* **Problem requirements**
Each line of the listing that includes "roads" should be reported.

* **Supplied records**
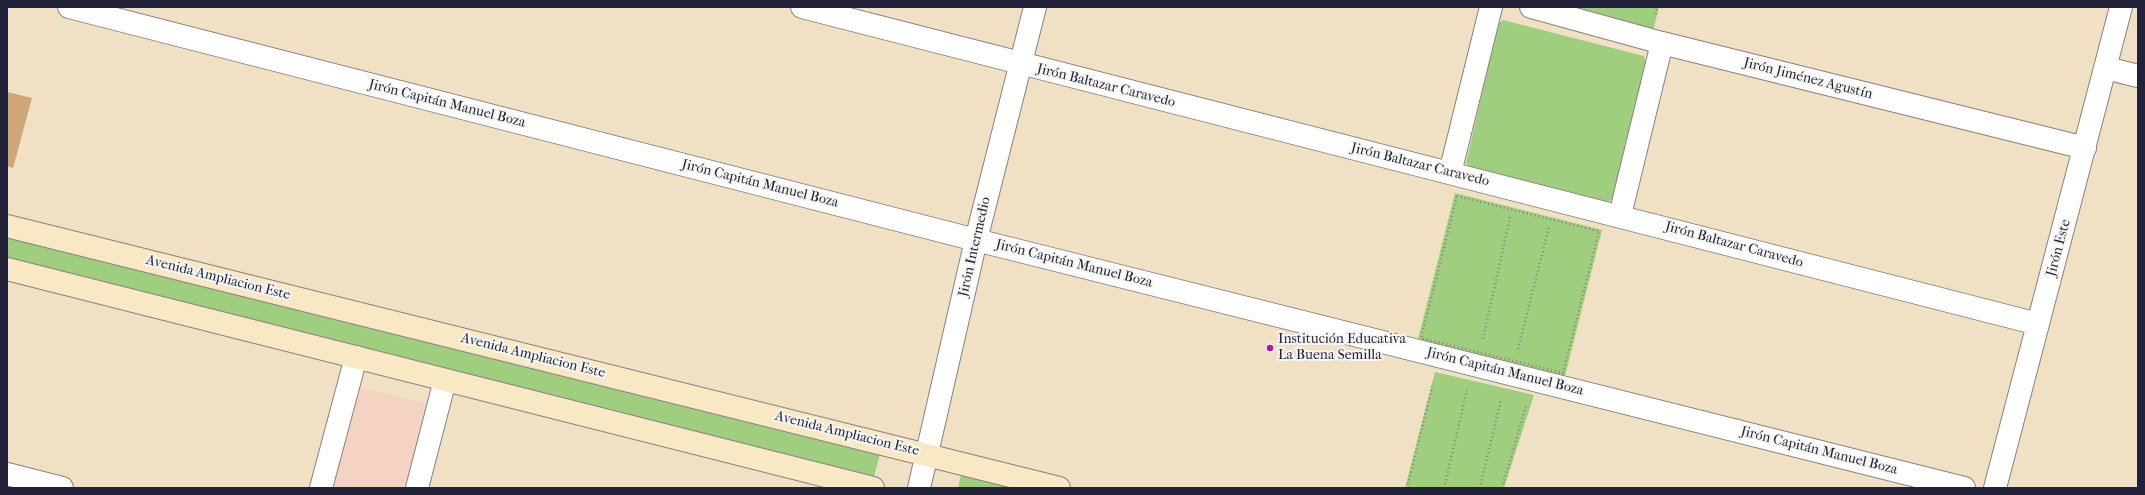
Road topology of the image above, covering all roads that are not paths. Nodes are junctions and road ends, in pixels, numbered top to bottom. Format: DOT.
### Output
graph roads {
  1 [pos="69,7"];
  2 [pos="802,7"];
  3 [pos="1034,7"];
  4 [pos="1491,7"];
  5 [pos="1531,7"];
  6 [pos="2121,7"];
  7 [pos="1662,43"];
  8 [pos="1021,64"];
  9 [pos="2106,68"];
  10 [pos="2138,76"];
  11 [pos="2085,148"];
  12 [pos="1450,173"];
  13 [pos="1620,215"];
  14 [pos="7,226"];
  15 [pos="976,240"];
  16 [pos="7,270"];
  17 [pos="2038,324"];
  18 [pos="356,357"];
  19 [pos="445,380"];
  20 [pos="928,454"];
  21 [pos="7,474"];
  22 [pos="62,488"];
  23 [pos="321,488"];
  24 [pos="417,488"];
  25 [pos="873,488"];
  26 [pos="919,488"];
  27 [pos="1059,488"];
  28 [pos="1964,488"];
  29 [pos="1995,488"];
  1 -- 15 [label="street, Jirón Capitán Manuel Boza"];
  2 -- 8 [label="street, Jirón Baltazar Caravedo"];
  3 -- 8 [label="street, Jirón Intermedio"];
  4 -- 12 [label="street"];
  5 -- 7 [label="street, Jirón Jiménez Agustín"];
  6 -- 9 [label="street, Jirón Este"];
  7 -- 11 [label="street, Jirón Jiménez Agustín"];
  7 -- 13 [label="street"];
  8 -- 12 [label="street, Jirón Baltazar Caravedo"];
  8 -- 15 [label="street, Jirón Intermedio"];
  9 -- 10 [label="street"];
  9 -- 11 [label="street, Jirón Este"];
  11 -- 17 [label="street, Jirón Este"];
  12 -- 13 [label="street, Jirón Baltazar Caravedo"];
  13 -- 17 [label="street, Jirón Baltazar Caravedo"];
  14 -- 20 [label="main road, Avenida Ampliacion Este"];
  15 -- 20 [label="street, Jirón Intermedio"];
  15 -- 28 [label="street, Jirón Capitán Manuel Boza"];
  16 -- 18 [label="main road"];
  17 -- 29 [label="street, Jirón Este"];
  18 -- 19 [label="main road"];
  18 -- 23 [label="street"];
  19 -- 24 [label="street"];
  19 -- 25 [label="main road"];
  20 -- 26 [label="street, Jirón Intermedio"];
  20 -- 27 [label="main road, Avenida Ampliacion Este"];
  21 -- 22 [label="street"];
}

* **Answer to the problem**
Road topology of the image above, covering all roads that are not paths. Nodes are junctions and road ends, in pixels, numbered top to bottom. Format: DOT.
graph roads {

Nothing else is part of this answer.